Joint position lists
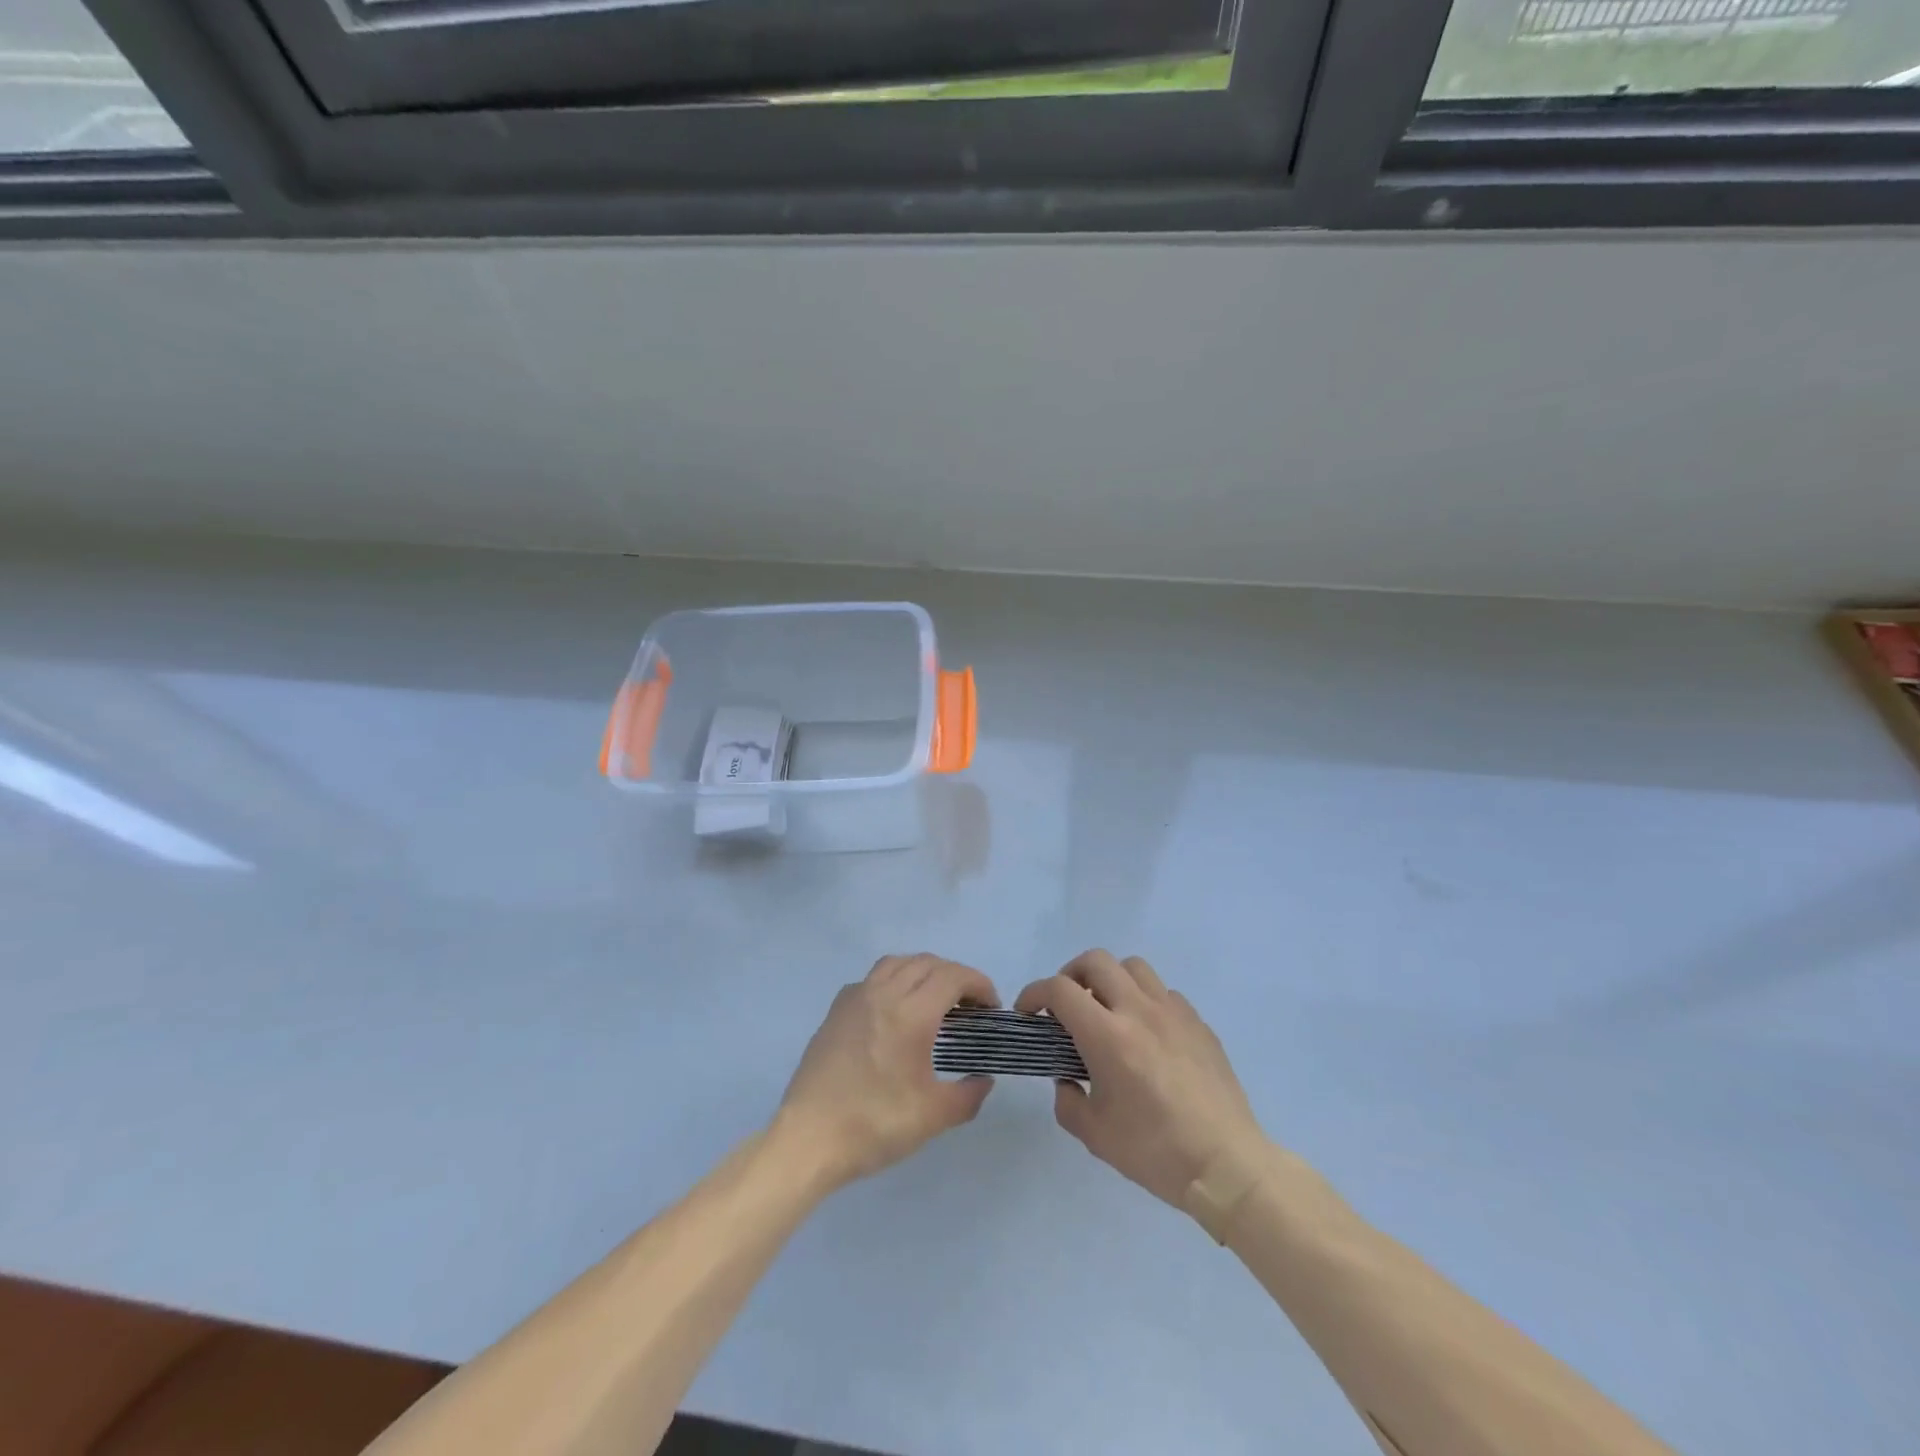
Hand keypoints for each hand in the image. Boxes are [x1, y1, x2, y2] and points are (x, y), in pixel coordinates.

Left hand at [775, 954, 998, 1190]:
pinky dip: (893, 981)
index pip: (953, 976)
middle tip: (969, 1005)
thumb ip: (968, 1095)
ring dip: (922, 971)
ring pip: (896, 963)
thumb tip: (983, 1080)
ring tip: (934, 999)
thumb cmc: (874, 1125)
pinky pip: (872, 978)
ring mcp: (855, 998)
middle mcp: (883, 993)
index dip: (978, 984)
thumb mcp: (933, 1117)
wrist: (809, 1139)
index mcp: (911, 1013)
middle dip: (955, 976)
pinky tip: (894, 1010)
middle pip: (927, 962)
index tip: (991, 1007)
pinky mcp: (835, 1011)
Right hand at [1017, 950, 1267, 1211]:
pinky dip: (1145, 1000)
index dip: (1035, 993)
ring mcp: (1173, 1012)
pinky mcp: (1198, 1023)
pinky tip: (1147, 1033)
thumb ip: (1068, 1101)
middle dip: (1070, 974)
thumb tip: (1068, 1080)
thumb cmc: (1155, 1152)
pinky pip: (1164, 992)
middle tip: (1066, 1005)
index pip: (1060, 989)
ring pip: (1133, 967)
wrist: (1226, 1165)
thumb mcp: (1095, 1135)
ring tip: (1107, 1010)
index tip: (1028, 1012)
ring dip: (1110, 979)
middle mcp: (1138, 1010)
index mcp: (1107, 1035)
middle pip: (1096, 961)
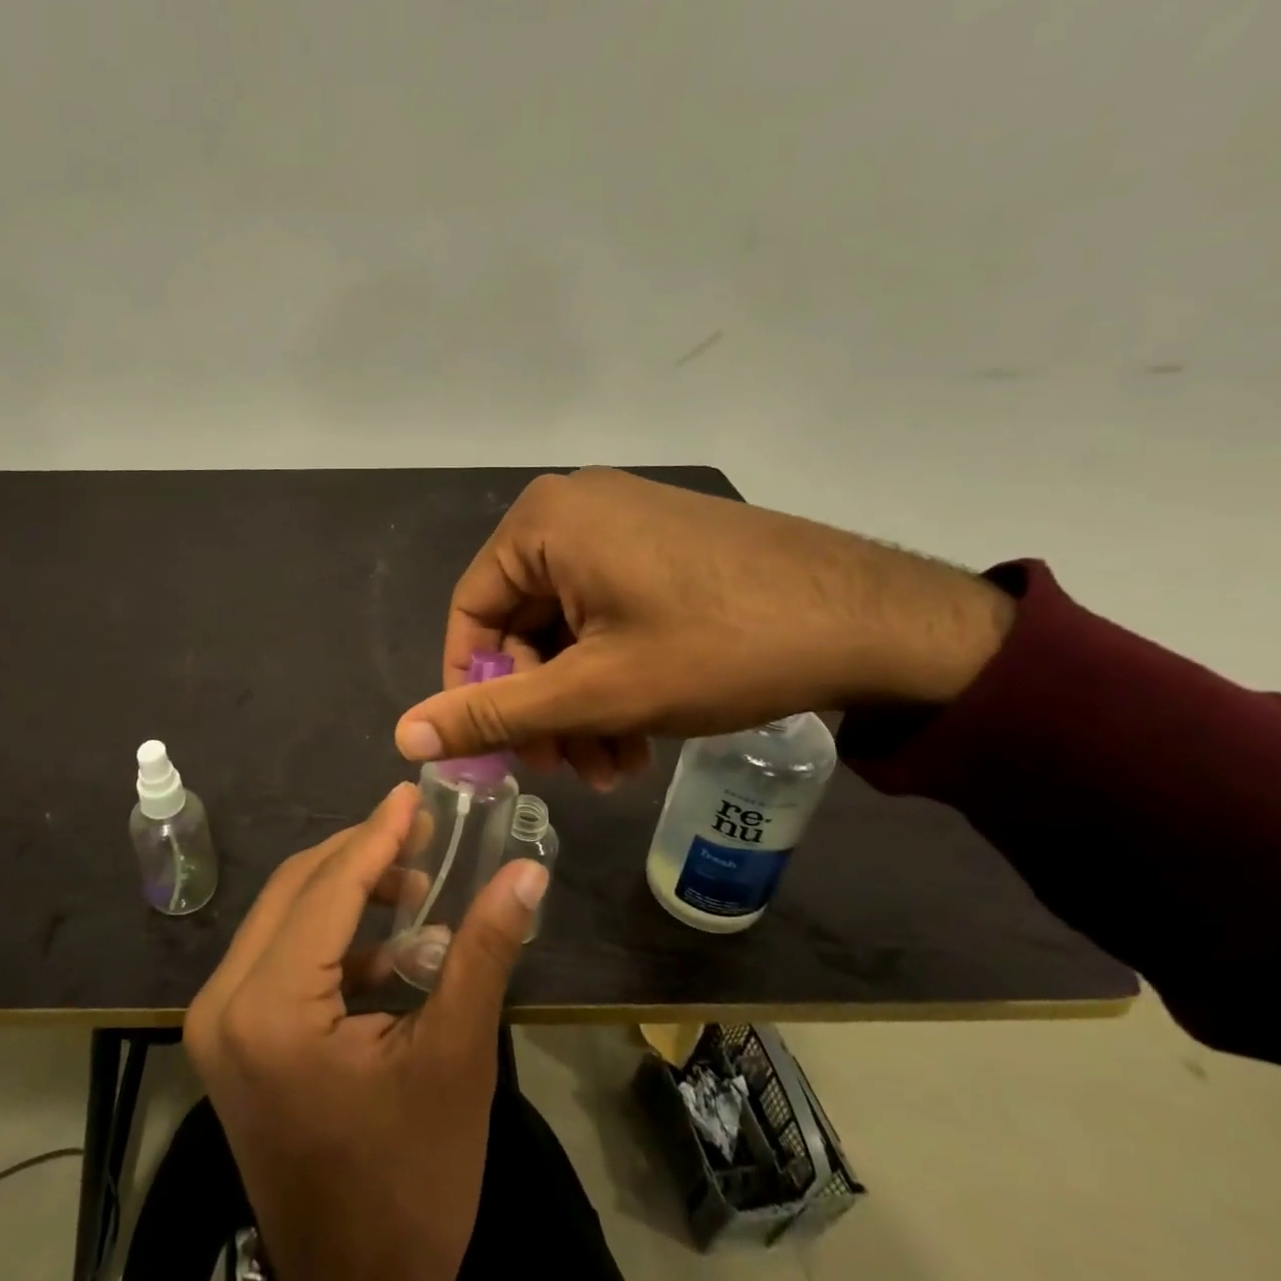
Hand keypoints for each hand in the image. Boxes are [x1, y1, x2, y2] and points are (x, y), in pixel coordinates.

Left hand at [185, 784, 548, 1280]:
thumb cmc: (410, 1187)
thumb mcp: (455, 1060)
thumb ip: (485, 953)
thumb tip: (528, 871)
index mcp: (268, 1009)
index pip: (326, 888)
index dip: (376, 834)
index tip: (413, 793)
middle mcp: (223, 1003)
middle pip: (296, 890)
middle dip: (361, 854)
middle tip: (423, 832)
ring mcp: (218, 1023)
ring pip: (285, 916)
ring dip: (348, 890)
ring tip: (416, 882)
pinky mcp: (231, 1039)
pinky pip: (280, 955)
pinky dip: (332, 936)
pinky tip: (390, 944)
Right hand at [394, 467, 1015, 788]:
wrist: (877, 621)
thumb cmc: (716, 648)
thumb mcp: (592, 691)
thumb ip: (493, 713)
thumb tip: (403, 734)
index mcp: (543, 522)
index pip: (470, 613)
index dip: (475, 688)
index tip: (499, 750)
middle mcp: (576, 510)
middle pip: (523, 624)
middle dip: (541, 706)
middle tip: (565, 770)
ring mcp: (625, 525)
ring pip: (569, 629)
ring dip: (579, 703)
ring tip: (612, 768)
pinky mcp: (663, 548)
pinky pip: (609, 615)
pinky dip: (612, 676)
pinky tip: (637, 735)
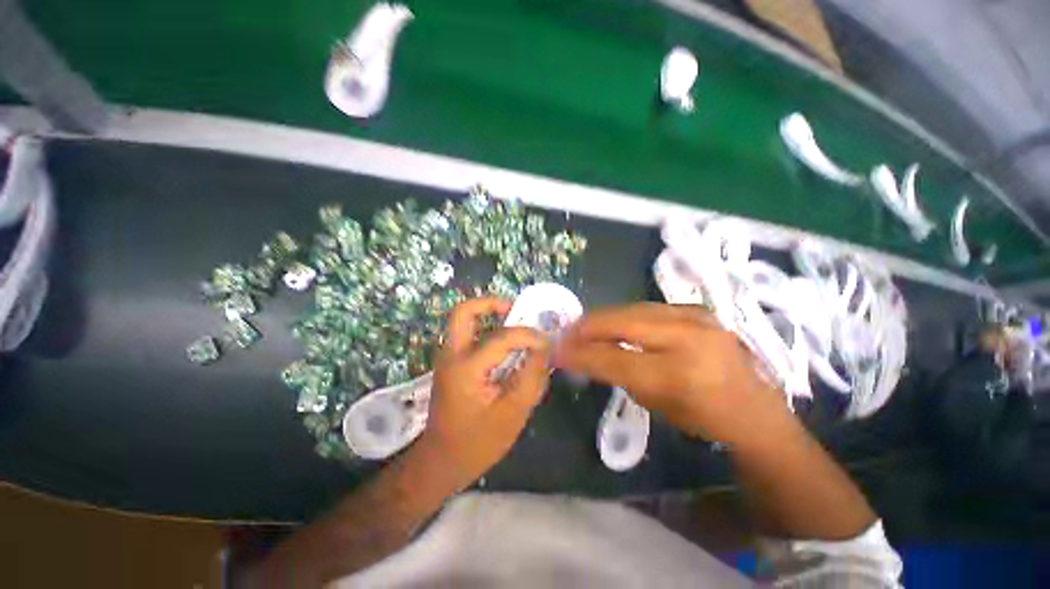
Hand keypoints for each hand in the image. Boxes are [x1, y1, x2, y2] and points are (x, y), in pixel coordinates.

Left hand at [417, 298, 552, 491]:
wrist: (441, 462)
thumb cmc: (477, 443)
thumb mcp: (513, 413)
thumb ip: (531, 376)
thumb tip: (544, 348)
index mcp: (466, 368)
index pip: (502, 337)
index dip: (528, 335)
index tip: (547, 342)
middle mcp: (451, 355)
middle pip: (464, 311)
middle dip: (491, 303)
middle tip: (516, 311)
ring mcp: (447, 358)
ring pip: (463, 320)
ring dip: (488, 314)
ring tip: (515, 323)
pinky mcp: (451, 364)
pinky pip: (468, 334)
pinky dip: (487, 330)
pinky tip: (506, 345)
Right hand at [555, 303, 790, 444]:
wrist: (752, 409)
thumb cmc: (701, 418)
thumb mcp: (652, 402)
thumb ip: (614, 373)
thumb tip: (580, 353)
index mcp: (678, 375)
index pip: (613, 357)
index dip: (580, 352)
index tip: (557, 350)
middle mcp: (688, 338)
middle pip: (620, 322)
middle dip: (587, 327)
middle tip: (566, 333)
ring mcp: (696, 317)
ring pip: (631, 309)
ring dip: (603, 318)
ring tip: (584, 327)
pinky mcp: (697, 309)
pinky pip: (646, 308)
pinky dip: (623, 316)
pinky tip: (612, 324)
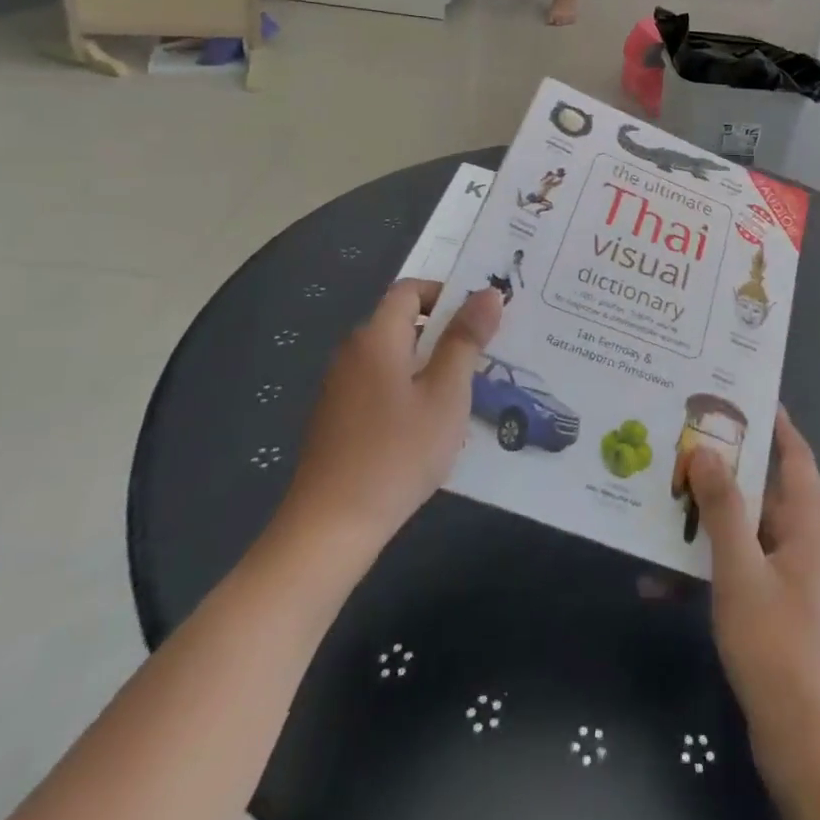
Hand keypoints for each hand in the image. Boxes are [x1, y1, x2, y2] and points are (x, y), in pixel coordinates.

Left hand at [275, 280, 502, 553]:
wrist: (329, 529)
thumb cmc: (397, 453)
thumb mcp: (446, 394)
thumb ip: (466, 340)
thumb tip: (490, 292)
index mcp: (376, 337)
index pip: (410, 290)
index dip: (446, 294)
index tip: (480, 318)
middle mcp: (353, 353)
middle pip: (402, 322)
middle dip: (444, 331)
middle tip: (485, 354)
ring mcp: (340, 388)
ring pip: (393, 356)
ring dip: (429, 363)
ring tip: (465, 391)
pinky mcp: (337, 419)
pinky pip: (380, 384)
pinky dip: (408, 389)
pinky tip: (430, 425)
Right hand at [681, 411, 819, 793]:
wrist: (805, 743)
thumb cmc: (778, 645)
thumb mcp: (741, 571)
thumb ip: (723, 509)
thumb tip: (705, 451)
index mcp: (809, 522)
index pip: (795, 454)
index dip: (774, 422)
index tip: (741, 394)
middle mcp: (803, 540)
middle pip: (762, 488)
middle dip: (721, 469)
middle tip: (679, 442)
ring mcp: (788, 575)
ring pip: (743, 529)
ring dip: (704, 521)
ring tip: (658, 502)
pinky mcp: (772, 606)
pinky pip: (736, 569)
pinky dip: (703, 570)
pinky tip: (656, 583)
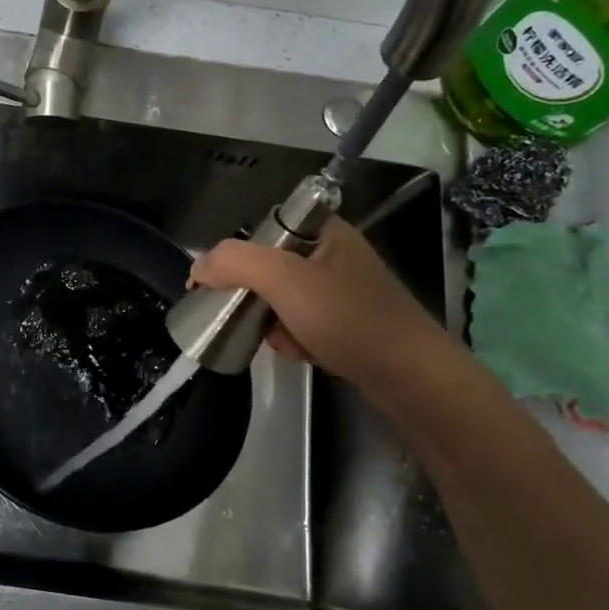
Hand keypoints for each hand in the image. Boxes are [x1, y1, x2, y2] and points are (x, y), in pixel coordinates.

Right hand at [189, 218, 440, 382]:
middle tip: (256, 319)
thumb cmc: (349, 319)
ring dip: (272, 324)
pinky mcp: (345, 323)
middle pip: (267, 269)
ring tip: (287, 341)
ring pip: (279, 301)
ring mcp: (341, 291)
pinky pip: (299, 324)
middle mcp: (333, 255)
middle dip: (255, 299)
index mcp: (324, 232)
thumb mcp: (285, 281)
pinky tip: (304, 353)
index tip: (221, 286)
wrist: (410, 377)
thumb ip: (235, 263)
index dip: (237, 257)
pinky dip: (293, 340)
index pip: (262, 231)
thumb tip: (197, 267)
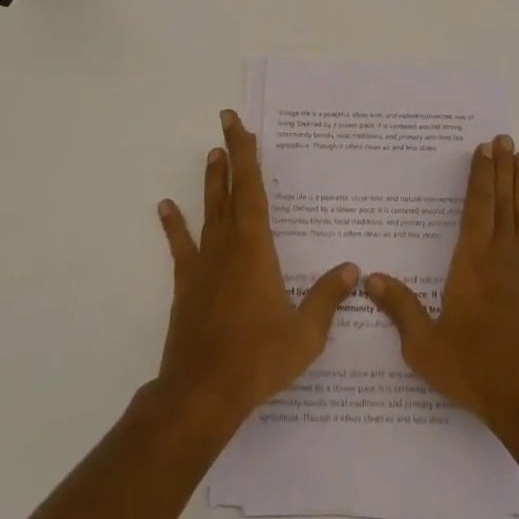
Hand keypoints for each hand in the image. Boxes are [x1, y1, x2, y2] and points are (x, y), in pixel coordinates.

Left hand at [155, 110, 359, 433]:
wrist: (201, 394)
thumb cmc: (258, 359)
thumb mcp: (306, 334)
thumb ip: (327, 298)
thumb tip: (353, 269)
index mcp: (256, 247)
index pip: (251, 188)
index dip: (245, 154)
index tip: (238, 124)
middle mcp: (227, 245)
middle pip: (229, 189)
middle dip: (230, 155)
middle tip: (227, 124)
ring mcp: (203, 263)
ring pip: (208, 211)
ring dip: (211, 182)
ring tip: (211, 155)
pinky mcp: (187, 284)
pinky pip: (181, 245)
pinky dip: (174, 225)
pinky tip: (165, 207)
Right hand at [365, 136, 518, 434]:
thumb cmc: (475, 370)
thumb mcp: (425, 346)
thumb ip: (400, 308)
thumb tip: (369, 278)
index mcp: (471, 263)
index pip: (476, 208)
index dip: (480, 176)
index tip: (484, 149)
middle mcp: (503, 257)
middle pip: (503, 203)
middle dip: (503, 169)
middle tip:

PROBLEM TO SOLVE: Would you show every line in the data above that contains the string "Right"?

ANSWER BOX:
Right hand at [1017, 950, 1267, 1211]:
Right hand at [394, 467, 1015, 788]:
Right hand at [555, 303, 790, 444]:
Right hand at [681, 411, 819, 793]:
Right hand at [189, 218, 440, 382]:
Right hand at [365, 136, 518, 434]:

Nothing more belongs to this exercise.